▶ **Exercise instructions**
Show every line of the data below that includes the word "lane".

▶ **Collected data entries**
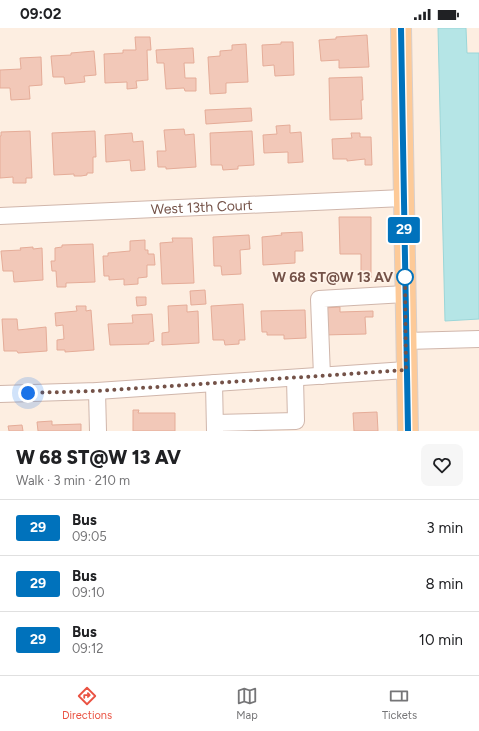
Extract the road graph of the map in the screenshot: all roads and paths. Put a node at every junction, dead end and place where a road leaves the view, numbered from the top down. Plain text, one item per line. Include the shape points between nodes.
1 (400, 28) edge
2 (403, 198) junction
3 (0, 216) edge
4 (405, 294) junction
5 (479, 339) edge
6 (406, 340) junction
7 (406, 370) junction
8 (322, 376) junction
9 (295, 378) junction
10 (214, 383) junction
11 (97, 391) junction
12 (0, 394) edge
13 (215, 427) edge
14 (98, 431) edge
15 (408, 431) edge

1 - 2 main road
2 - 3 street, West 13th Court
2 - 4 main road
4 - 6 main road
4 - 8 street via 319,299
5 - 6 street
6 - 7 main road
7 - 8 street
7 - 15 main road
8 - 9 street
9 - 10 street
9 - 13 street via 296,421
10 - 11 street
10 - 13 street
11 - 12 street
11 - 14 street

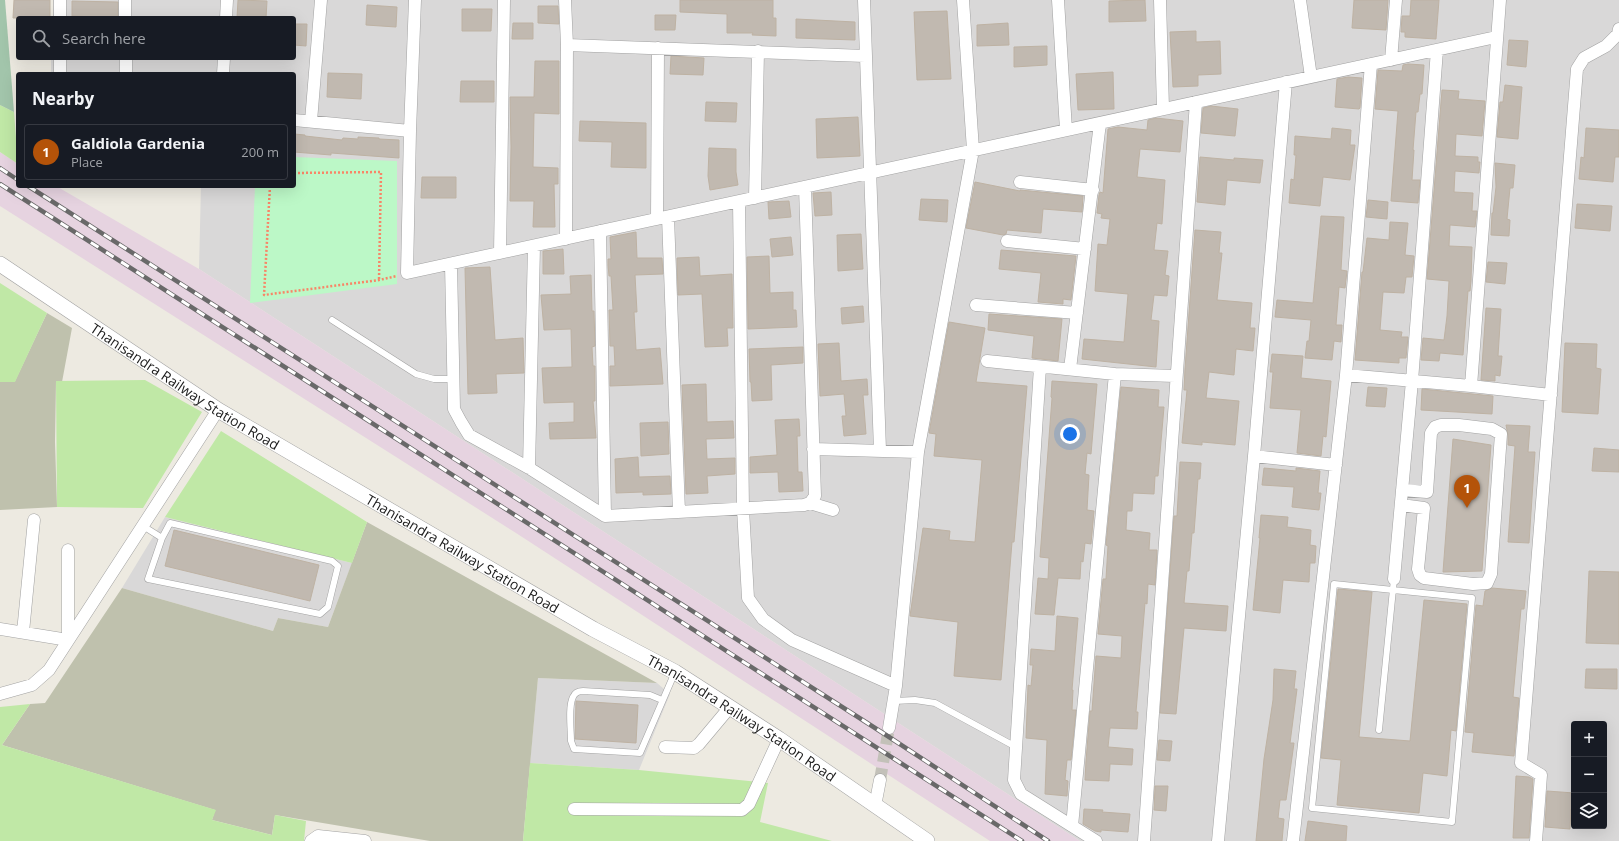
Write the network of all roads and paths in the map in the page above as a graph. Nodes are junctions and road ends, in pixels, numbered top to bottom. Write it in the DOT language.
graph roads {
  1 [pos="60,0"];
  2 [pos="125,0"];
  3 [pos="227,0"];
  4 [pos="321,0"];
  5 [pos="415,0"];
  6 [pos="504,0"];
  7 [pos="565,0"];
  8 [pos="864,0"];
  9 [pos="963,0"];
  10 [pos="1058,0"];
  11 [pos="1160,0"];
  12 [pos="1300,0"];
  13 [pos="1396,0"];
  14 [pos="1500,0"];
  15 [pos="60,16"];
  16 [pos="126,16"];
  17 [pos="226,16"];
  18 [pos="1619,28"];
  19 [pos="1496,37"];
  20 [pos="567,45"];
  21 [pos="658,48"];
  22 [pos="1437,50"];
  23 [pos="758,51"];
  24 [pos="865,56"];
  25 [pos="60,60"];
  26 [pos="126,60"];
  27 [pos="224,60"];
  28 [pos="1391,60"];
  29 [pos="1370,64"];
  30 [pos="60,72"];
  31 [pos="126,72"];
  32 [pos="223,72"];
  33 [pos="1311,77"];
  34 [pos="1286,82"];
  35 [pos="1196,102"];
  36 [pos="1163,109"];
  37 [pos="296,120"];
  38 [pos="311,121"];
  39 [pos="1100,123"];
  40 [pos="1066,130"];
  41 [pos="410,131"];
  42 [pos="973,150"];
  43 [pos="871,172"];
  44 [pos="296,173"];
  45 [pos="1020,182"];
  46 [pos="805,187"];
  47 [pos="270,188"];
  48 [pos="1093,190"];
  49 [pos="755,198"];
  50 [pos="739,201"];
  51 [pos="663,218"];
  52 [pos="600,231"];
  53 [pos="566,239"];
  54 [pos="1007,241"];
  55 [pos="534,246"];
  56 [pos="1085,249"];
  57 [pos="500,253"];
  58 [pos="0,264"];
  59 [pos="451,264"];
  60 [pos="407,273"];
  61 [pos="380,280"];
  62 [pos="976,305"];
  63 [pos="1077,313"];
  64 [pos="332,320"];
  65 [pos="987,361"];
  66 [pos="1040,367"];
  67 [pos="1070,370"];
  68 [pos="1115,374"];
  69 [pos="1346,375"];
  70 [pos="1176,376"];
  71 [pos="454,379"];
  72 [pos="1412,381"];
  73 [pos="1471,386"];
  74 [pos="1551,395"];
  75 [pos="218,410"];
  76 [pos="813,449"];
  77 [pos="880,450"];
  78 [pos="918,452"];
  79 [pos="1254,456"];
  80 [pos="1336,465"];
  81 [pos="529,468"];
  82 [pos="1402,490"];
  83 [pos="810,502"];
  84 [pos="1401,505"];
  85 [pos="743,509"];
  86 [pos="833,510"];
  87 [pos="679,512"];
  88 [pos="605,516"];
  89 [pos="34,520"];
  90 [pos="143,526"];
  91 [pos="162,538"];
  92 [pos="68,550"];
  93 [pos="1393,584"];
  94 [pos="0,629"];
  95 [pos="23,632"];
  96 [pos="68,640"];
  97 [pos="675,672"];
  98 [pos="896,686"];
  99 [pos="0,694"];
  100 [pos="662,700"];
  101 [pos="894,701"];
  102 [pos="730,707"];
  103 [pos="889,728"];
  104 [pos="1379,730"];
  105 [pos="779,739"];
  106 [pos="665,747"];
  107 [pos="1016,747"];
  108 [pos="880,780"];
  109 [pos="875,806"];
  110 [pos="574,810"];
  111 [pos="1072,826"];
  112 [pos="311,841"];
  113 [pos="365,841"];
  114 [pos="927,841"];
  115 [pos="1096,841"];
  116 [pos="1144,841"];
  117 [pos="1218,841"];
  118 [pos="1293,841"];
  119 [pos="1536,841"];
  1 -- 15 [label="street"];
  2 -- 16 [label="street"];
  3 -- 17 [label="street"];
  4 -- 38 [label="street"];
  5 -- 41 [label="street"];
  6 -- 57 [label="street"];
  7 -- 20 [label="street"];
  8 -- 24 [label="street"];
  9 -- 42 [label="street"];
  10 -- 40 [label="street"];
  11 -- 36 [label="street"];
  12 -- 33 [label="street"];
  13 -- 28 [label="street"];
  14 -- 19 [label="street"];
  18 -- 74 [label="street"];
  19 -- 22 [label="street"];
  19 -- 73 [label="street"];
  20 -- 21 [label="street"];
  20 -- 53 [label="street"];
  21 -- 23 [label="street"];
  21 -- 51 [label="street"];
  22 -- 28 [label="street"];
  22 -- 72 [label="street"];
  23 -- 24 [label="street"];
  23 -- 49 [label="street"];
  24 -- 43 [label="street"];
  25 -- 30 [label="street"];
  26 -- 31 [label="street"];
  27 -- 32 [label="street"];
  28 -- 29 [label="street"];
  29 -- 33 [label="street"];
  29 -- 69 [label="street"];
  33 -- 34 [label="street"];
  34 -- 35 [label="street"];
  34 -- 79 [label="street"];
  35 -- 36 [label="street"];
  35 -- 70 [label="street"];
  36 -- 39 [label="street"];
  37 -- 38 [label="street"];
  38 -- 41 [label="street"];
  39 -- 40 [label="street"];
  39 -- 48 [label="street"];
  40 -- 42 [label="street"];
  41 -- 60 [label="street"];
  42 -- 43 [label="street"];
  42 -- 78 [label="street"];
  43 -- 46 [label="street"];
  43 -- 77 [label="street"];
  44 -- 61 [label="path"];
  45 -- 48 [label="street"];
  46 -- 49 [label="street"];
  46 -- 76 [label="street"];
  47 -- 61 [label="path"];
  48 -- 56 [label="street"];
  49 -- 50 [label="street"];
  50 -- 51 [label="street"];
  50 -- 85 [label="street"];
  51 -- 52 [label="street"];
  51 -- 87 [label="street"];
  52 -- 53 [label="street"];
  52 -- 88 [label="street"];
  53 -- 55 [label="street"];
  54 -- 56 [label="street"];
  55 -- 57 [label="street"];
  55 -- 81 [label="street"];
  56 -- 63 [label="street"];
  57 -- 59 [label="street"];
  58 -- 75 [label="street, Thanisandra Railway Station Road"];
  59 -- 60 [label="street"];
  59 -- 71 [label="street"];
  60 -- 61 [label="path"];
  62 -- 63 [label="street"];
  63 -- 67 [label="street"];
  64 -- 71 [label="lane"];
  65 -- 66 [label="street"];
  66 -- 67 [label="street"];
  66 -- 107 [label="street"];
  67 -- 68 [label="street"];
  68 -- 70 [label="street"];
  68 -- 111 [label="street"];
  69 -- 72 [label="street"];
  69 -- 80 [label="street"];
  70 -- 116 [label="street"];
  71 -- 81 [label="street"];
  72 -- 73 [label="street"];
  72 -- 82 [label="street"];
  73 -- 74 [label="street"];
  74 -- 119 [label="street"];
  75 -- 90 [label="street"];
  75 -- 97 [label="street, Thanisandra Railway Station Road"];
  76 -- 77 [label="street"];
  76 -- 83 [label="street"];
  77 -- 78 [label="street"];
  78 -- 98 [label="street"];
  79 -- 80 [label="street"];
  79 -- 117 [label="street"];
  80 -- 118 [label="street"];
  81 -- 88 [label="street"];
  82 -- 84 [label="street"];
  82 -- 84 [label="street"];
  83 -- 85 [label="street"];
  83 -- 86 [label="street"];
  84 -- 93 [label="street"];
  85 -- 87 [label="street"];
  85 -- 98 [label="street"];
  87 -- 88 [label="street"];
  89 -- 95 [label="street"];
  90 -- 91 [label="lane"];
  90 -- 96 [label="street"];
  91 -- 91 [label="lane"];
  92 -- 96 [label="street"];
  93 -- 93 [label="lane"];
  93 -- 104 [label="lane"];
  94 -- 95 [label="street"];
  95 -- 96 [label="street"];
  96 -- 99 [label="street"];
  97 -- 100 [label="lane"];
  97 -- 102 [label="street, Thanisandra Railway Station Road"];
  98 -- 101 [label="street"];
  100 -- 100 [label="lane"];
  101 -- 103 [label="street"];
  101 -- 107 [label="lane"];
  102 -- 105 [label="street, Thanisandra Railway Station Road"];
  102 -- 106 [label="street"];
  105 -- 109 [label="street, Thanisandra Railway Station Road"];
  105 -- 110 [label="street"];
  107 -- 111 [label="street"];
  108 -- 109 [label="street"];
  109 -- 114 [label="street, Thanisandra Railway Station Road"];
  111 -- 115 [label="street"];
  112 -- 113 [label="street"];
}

▶ **The answer**
  64 -- 71 [label="lane"];
  90 -- 91 [label="lane"];
  91 -- 91 [label="lane"];
  93 -- 93 [label="lane"];
  93 -- 104 [label="lane"];
  97 -- 100 [label="lane"];
  100 -- 100 [label="lane"];
  101 -- 107 [label="lane"];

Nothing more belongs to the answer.